[Excerpts from a dataset]

━━━━━━━━━━

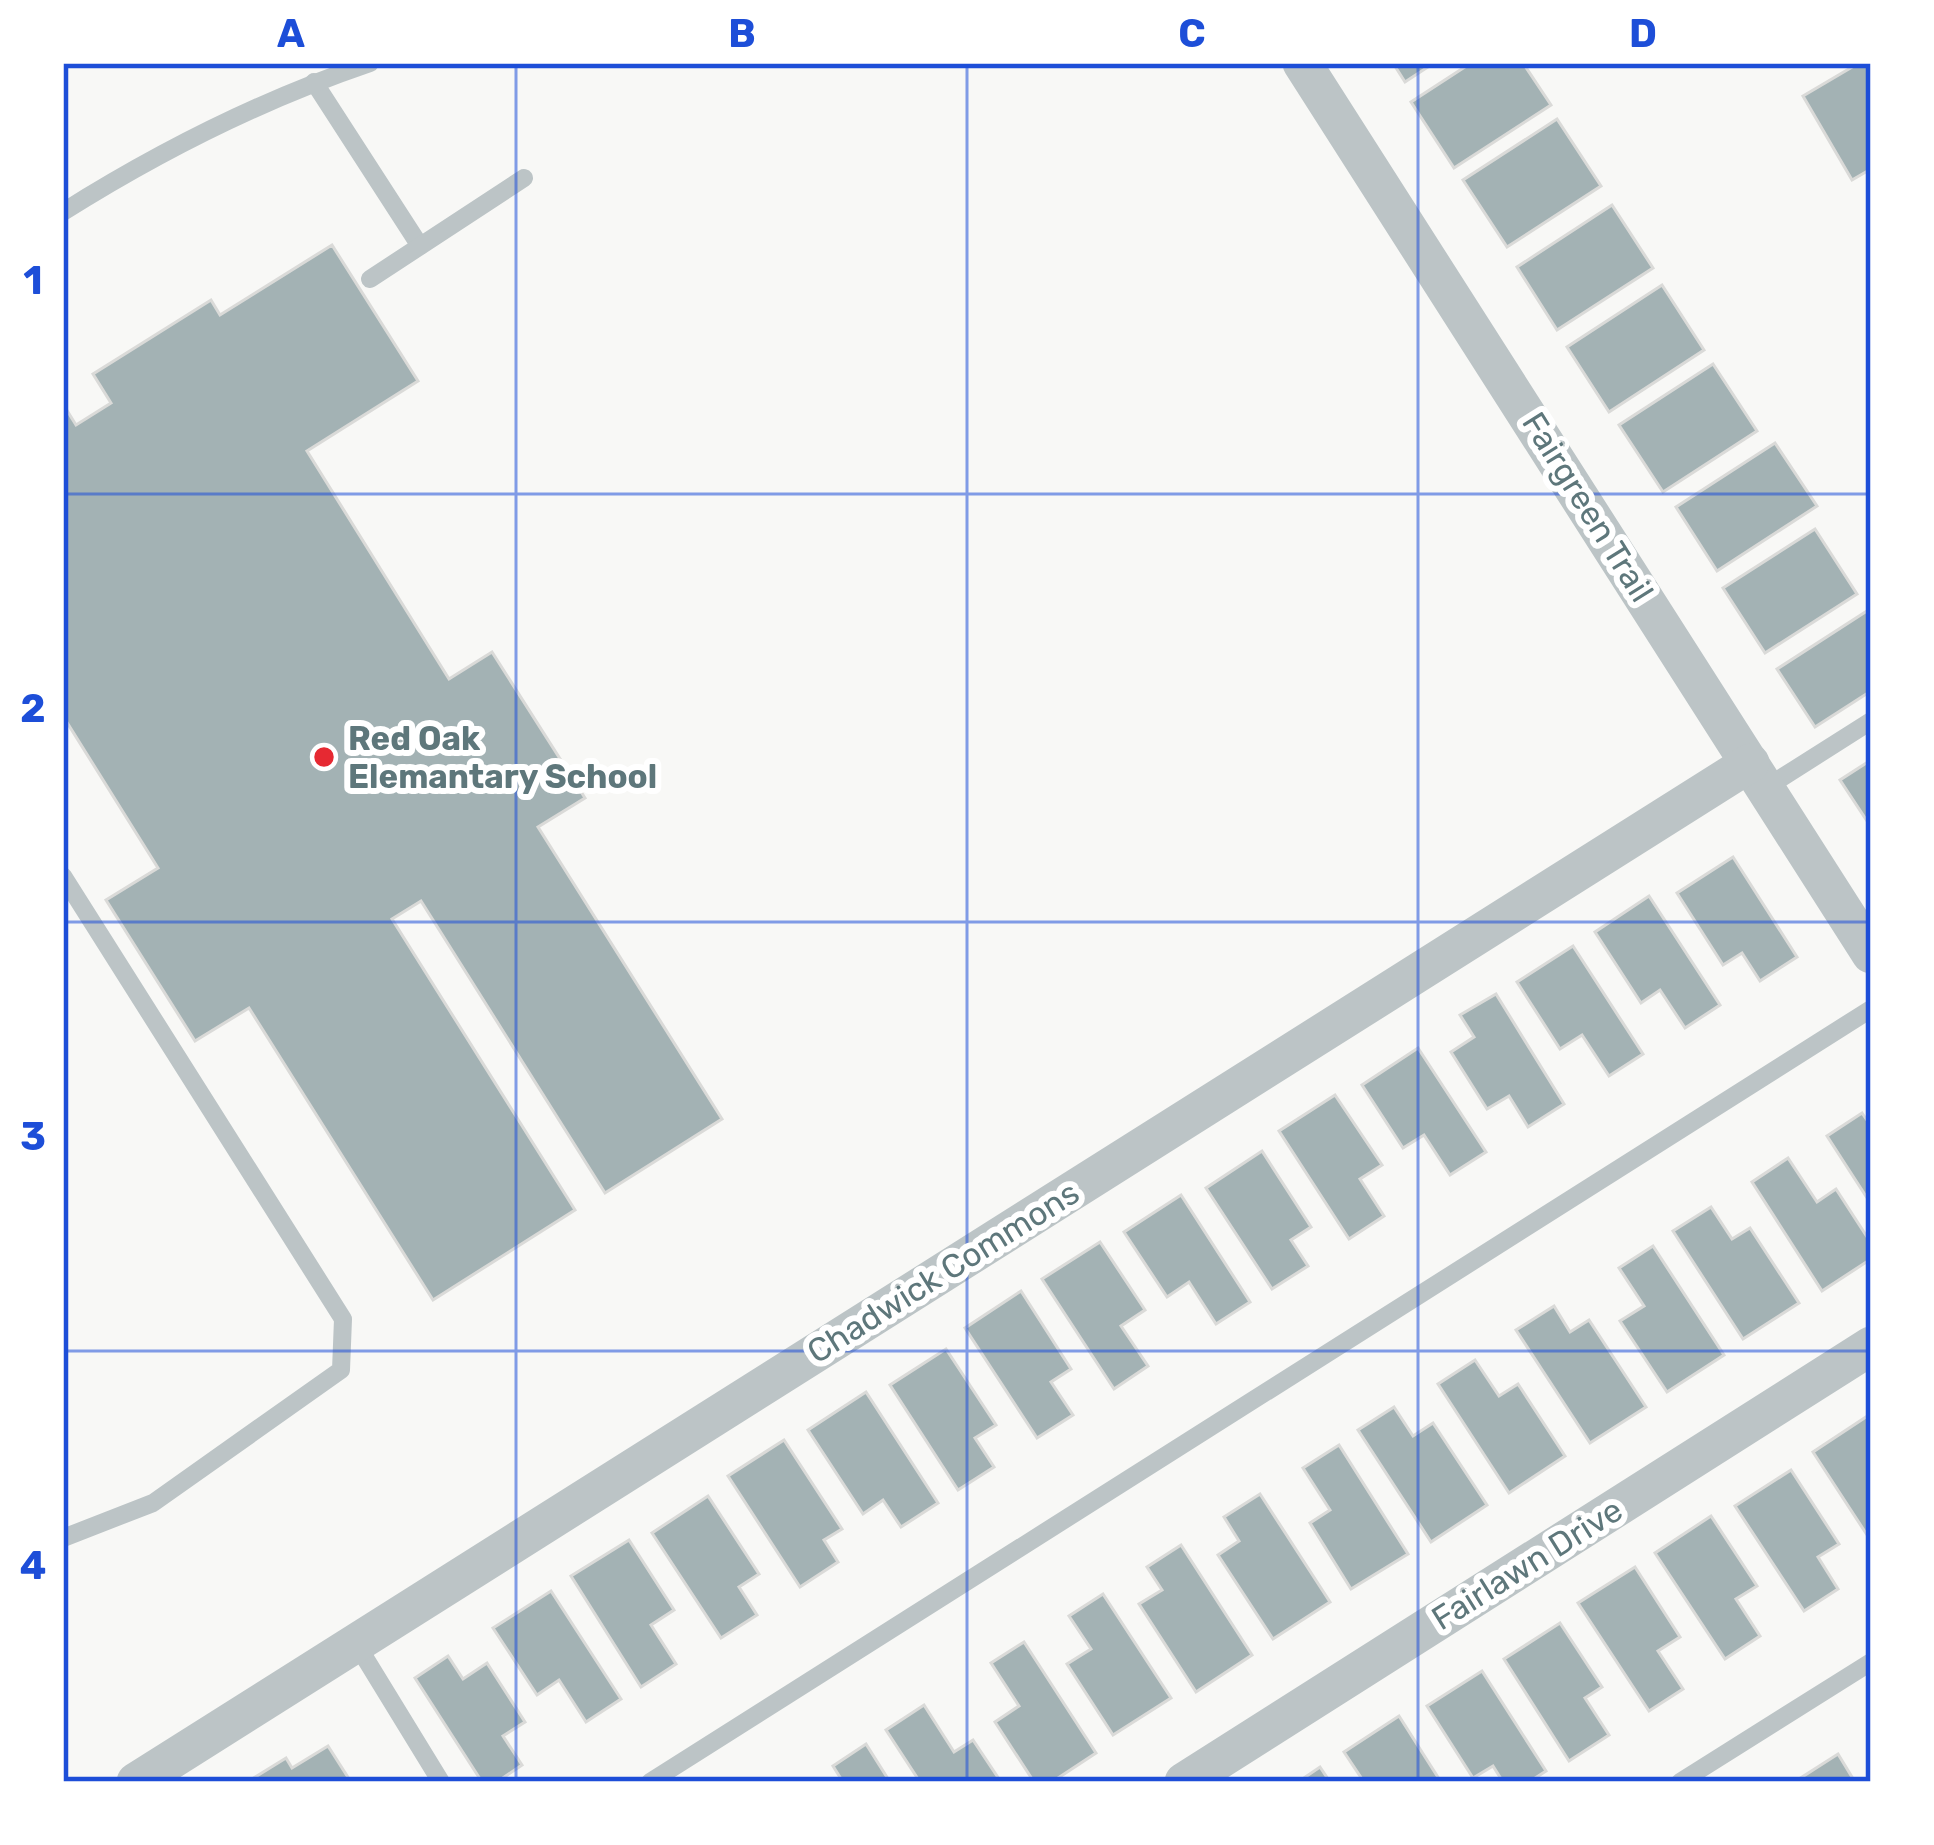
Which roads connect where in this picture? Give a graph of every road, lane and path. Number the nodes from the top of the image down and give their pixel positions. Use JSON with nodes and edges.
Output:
{"nodes":[{"id":1,"x":370,"y":63,"type":"edge"},
{"id":2,"x":1302,"y":63,"type":"edge"},
{"id":3,"x":314,"y":82,"type":"junction"},
{"id":4,"x":524,"y":178,"type":"dead end"},
{"id":5,"x":63,"y":212,"type":"edge"},
{"id":6,"x":420,"y":246,"type":"junction"},
{"id":7,"x":370,"y":279,"type":"dead end"},
{"id":8,"x":1871,"y":721,"type":"edge"},
{"id":9,"x":1759,"y":775,"type":"junction"},
{"id":10,"x":63,"y":876,"type":"edge"},
{"id":11,"x":1871,"y":954,"type":"edge"},
{"id":12,"x":1871,"y":1009,"type":"edge"},
{"id":13,"x":1870,"y":1348,"type":"edge"},
{"id":14,"x":63,"y":1538,"type":"edge"},
{"id":15,"x":355,"y":1640,"type":"junction"},
{"id":16,"x":1871,"y":1663,"type":"edge"},
{"id":17,"x":136,"y":1782,"type":"edge"},
{"id":18,"x":441,"y":1782,"type":"edge"},
{"id":19,"x":650,"y":1782,"type":"edge"},
{"id":20,"x":1184,"y":1782,"type":"edge"},
{"id":21,"x":1680,"y":1782,"type":"edge"}],
"edges":[{"from":1,"to":3,"type":"lane"},
{"from":2,"to":9,"type":"street","name":"Fairgreen Trail"},
{"from":3,"to":5,"type":"lane"},
{"from":3,"to":6,"type":"lane"},
{"from":4,"to":6,"type":"lane"},
{"from":6,"to":7,"type":"lane"},
{"from":8,"to":9,"type":"lane"},
{"from":9,"to":11,"type":"street","name":"Fairgreen Trail"},
{"from":9,"to":15,"type":"street","name":"Chadwick Commons"},
{"from":10,"to":14,"type":"lane"},
{"from":12,"to":19,"type":"lane"},
{"from":13,"to":20,"type":"street","name":"Fairlawn Drive"},
{"from":15,"to":17,"type":"street","name":"Chadwick Commons"},
{"from":15,"to":18,"type":"lane"},
{"from":16,"to":21,"type":"lane"}]}
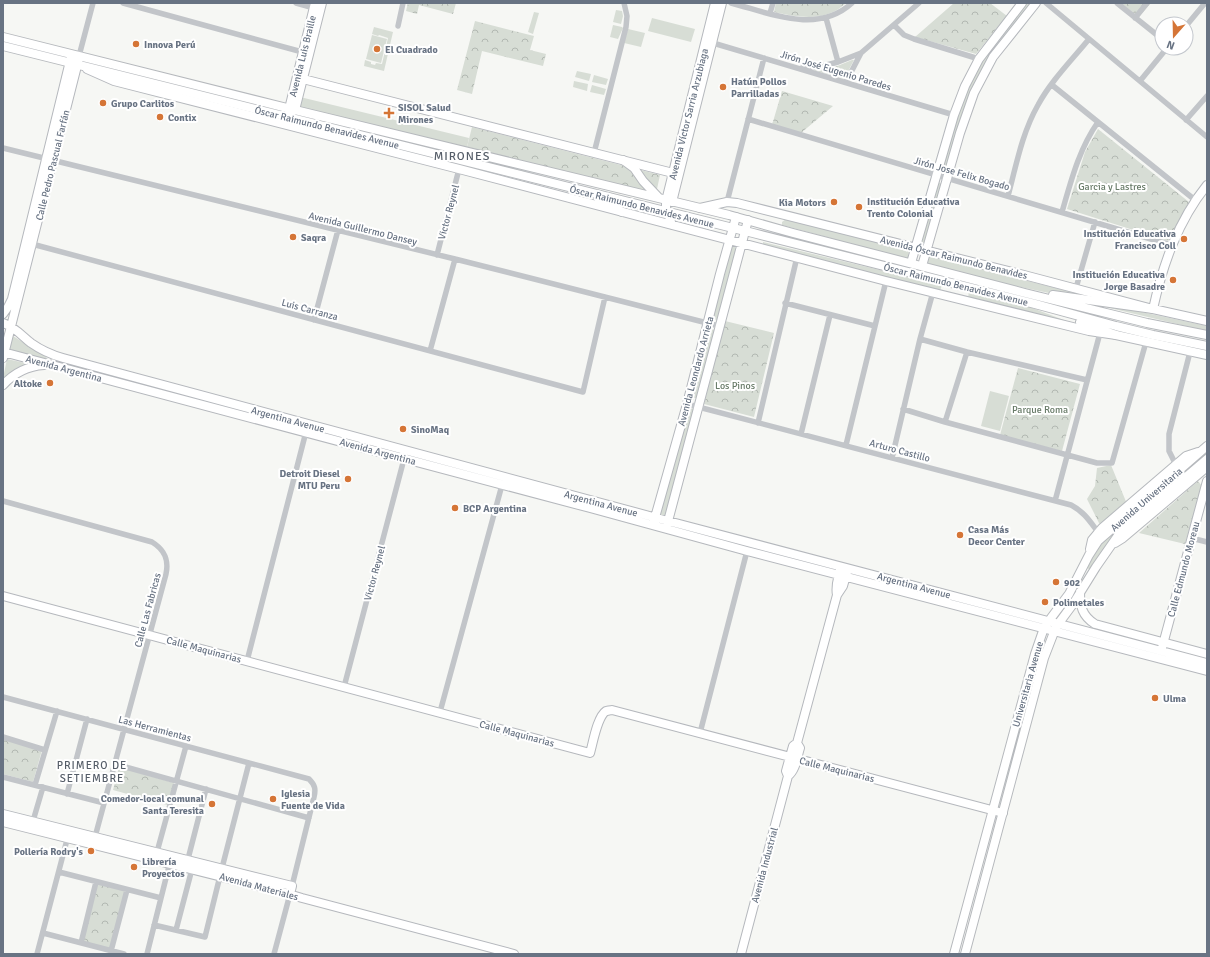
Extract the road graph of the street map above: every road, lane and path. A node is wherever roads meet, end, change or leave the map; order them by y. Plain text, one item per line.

━━━━━━━━━━

● **Problem requirements**: From the entries, report every line in which the string "path" occurs.

● **Exercise solution**:
Which roads connect where in this picture? Give a graph of every road, lane and path. Number the nodes from the top of the image down and give their pixel positions. Use JSON with nodes and edges.
Extract the road graph of the street map above: every road, lane and path. A node is wherever roads meet, end, change or leave the map; order them by y. Plain text, one item per line.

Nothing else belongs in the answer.